Luiz Fernando Hofling
Meu naufrágio!
No final de 2003, como se aproximassem as festividades de final do ano, reuni toda a família e saímos, em navegação marítima, pela companhia Costa Cruzeiros, até Buenos Aires e Punta Del Este.
A celebração da virada do ano seria feita a bordo, com muitos espetáculos e fogos de artifício.
Desde o início da viagem, notava-se que o navio oscilava fortemente e que os banheiros das cabines estavam, constantemente, quebrados.
Quando, depois da estadia em Buenos Aires, o navio deveria dirigir-se a Punta Del Este, houve modificação do roteiro : em vez desta última cidade, a embarcação rumaria para Porto Belo .
Antes da chegada ao destino, na madrugada que antecederia a chegada a Porto Belo – e, felizmente, ainda no Rio da Prata, pois se o caso acontecesse no oceano, o navio poderia ter naufragado – houve uma pane geral nos equipamentos, derivada da quebra do eixo do motor, fato descrito pelo comandante como raríssimo: desligaram-se todas as luzes e motores e a embarcação ficou á deriva, no meio da noite .
Em consequência, o navio foi rebocado para o porto de Montevidéu, que estava próximo, ali permanecendo, até que os passageiros fossem convidados a desembarcar, para retornar a São Paulo por avião contratado pela companhia de navegação.
O "réveillon" foi passado a bordo, tendo os passageiros o privilégio de aspirarem os odores vindos de um navio transportador de ovelhas vivas, estacionado ao lado da embarcação.
Como a companhia oferecesse, como reparação, tão somente 20 % do valor da viagem, ajuizamos ação ordinária de reparação de danos econômicos e morais, perante a Quinta Vara Cível da Capital.
A essa ação, foi dada procedência, entendendo o Juiz que, nos termos do artigo 14, parágrafo 3 , incisos I e II do Código do Consumidor, o fornecedor de serviços só não será responsabilizado quando provar a inexistência do defeito ou que este ocorreu por culpa exclusiva do consumidor ou de terceiro, o que, no caso, não acontecia .
Em segunda instância, manteve-se a decisão recorrida, que havia condenado a ré à devolução de parte expressiva do preço dos bilhetes, e, bem assim, ao pagamento de indenização por danos morais, a cada um dos participantes da desastrada experiência .
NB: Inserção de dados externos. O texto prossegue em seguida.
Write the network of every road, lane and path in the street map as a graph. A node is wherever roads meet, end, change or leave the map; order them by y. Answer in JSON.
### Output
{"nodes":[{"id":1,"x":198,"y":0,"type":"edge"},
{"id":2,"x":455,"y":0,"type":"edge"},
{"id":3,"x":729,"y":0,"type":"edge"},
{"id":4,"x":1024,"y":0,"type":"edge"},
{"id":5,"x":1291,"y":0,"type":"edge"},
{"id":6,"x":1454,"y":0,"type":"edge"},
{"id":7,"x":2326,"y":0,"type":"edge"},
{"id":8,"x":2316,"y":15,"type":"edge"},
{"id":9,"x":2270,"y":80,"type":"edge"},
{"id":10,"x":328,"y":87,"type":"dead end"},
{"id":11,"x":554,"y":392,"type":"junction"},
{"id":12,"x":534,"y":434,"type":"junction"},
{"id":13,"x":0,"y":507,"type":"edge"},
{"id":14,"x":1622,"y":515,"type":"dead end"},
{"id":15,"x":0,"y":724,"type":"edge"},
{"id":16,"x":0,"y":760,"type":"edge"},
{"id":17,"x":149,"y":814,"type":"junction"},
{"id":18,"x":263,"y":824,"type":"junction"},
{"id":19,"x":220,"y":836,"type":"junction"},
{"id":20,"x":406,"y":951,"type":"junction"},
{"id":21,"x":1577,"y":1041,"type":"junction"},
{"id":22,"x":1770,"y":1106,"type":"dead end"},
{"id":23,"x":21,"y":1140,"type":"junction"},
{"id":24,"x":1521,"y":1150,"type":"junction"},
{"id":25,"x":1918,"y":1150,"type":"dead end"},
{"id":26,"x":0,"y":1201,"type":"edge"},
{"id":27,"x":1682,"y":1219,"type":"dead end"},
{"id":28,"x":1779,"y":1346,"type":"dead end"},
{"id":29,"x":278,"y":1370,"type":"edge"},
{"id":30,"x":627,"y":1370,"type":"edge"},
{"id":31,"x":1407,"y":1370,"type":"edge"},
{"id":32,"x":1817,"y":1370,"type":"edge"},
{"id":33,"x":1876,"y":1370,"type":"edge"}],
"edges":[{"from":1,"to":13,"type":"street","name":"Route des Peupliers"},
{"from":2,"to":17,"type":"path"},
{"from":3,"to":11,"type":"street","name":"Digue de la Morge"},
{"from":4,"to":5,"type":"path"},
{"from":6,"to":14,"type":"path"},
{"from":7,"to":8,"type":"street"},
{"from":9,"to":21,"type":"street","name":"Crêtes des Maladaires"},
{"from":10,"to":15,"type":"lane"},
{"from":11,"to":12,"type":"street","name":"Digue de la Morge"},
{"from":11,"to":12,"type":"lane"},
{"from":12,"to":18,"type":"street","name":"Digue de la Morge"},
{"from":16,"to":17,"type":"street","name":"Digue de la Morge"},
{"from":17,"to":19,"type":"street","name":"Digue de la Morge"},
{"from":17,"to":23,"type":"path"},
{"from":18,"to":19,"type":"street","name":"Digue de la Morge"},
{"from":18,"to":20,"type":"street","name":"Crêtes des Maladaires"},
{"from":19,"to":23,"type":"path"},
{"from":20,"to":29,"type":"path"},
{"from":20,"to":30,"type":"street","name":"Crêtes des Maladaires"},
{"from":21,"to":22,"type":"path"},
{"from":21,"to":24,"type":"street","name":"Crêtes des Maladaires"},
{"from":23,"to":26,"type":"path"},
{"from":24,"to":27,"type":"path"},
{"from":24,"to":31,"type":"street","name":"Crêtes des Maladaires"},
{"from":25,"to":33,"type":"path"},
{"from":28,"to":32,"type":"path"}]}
O valor das indenizações obtidas foi satisfatório, pois acabou por equivaler a cerca de duas vezes o valor despendido na aquisição do passeio.
Sabem como era o nome do navio?
Tratava-se do "Costa Allegra", que, segundo recente noticiário, ficou submetido à mesma emergência, na costa oriental da África, ficando, durante mais de uma semana, à deriva, em meio a um mar frequentado por piratas, à espera de que o rebocassem para o porto mais próximo.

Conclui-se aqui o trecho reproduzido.